Master curve obtained from dynamic light scattering for the average scattered intensity Is at different concentrations. The shifting factor is 6.387. Error bars are not shown. AU arbitrary units

Conclusions

The results of a comparative study between the kinetics of bacterial growth, determined by plate counting, dynamic light scattering and optical density, as well as an analytical correlation between the data obtained from these three methodologies were reported in this article. The viable count, traditionally estimated using the plate count method, was determined by DLS. Compared to plate counting, DLS has the following advantages: (a) It is a faster technique, allowing to follow the kinetics of bacterial population, (b) less dilutions are required, (c) it provides the particle size of the scattering particles (bacteria) allowing the detection of potential problems with the bacterial growth related with changes in size, (d) it is less sensitive to the contamination produced during plate counting, (e) it produces better statistical results, because the number of bacteria counted is significantly larger (c −1, c −2) compared to plate counting (c −7, c −8, c −9), (f) DLS equipments are common to many laboratories and (g) it is an alternative technique to elucidate the presence of potential problems that may arise during handling of bacteria.
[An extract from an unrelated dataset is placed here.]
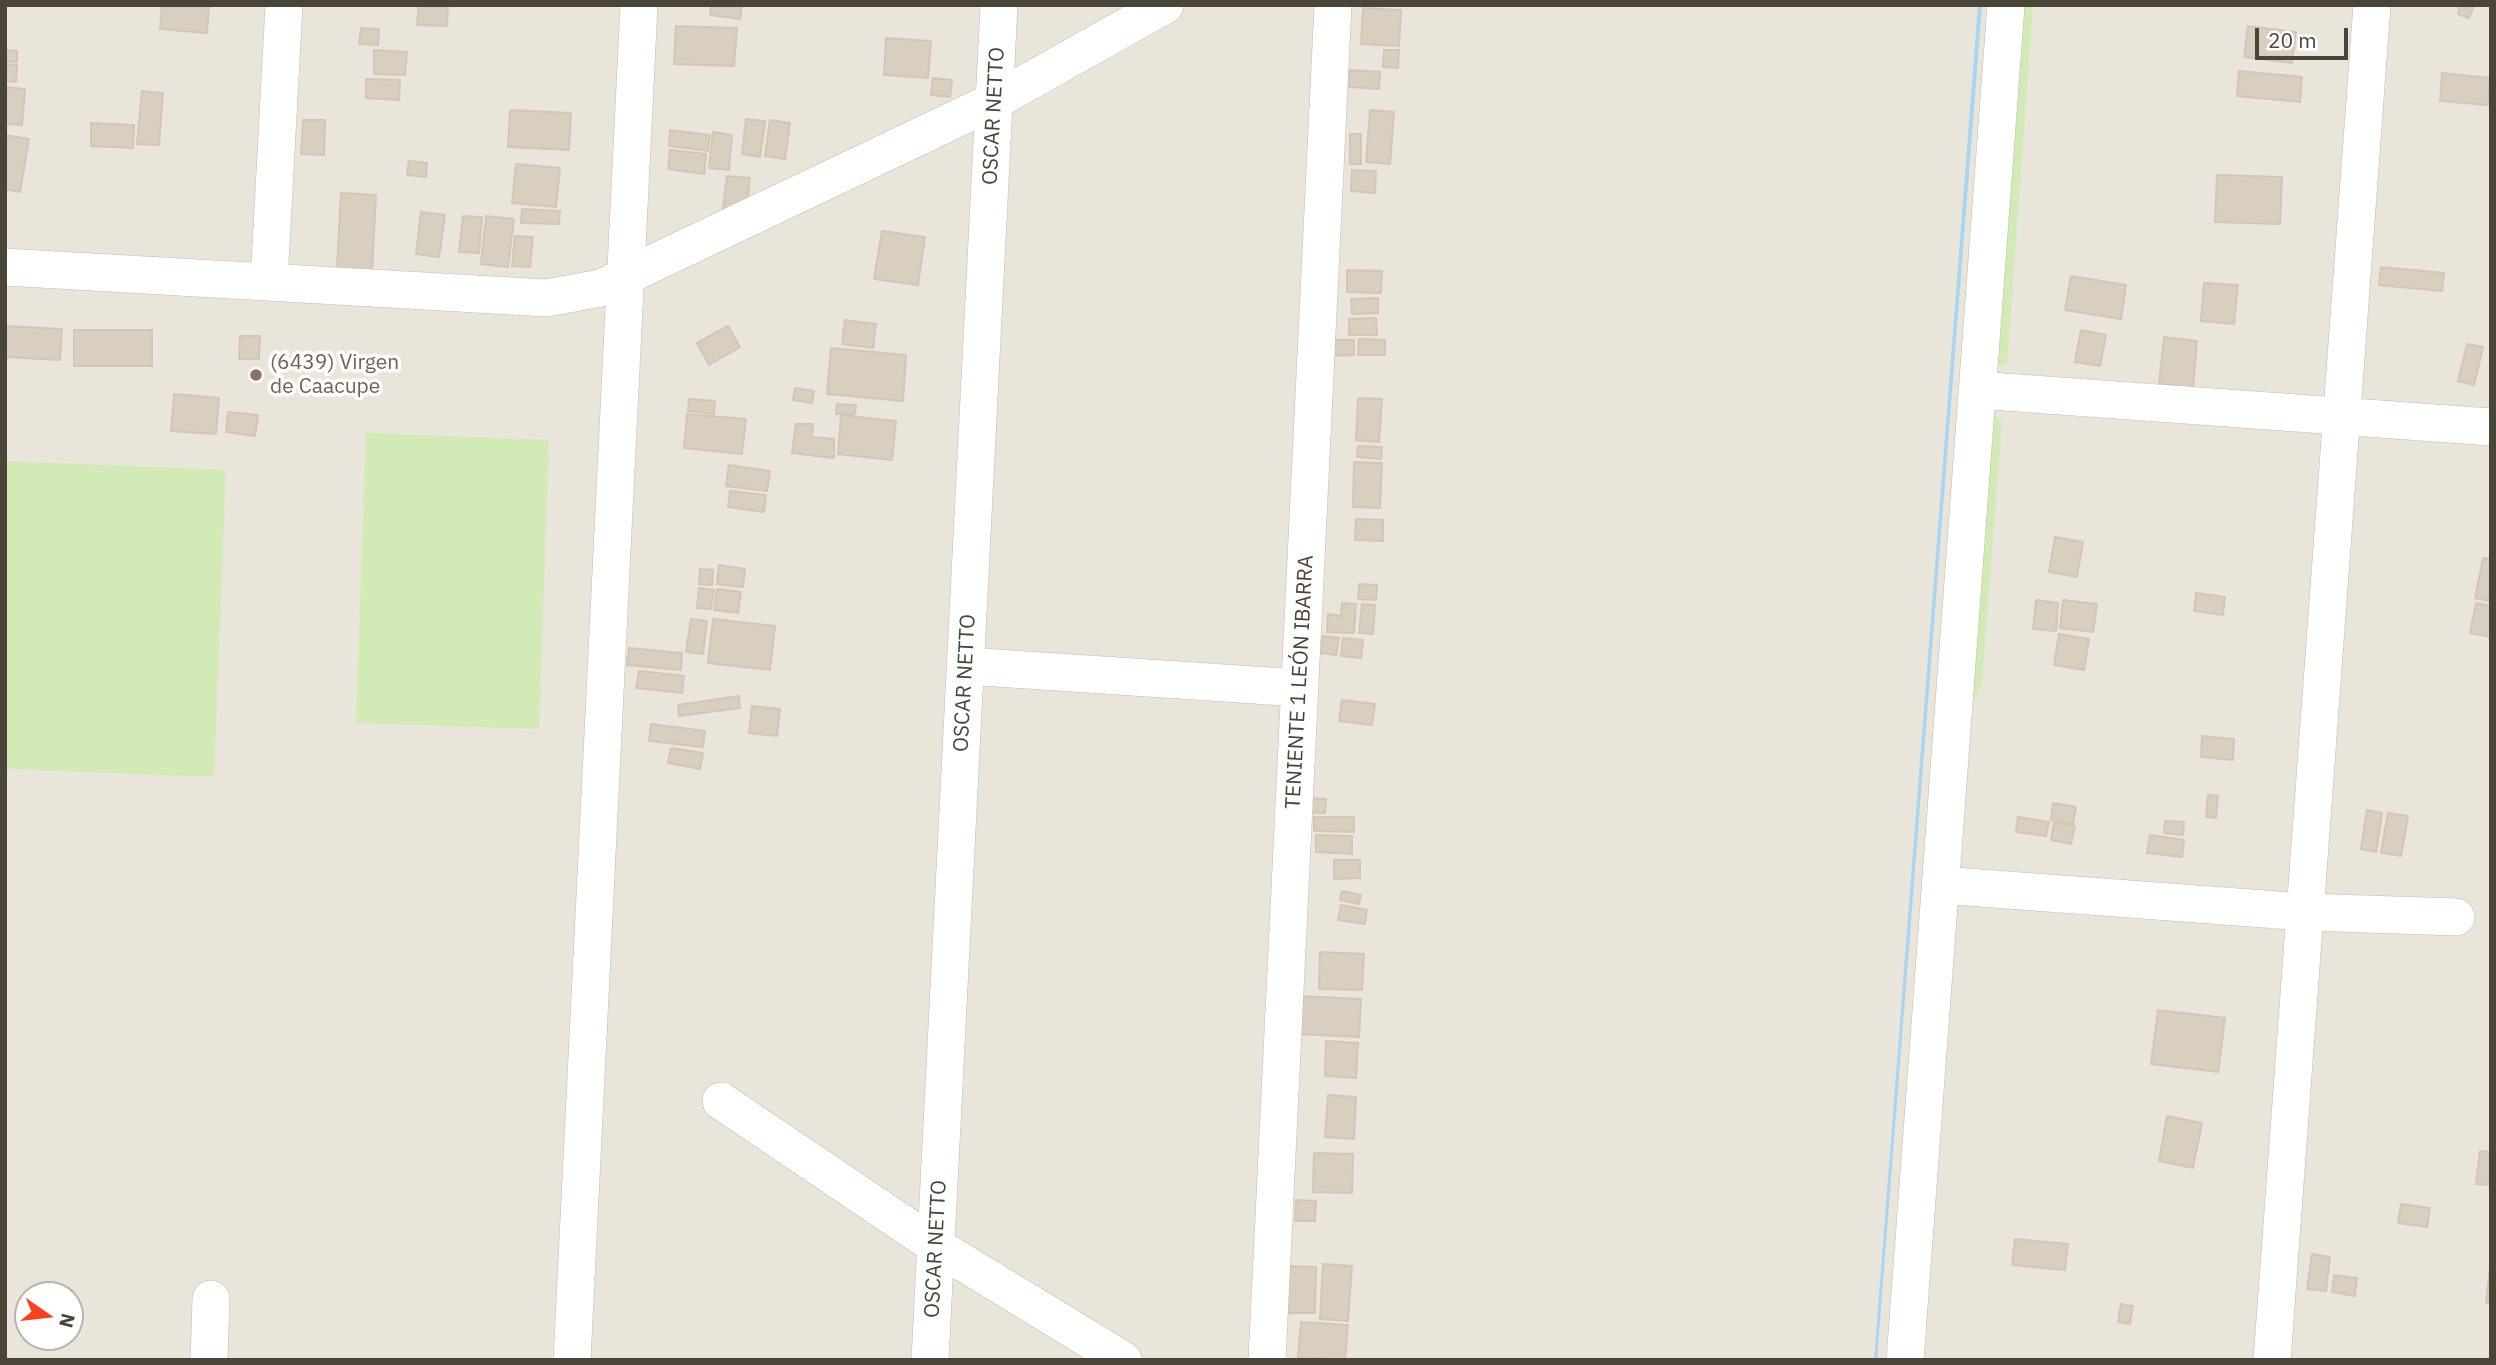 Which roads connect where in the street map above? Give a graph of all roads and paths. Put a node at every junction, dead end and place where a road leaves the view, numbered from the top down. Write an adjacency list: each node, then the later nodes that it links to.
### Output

DLS is a powerful technique; however, its main limitation is the possible presence of large particles (dust, contaminants, dirt particles, etcetera), because they would have a strong influence on DLS measurements. It is not possible to determine viable counts in food samples, because the contribution to the scattered intensity due to big particles is extremely large as compared to the contribution from bacteria.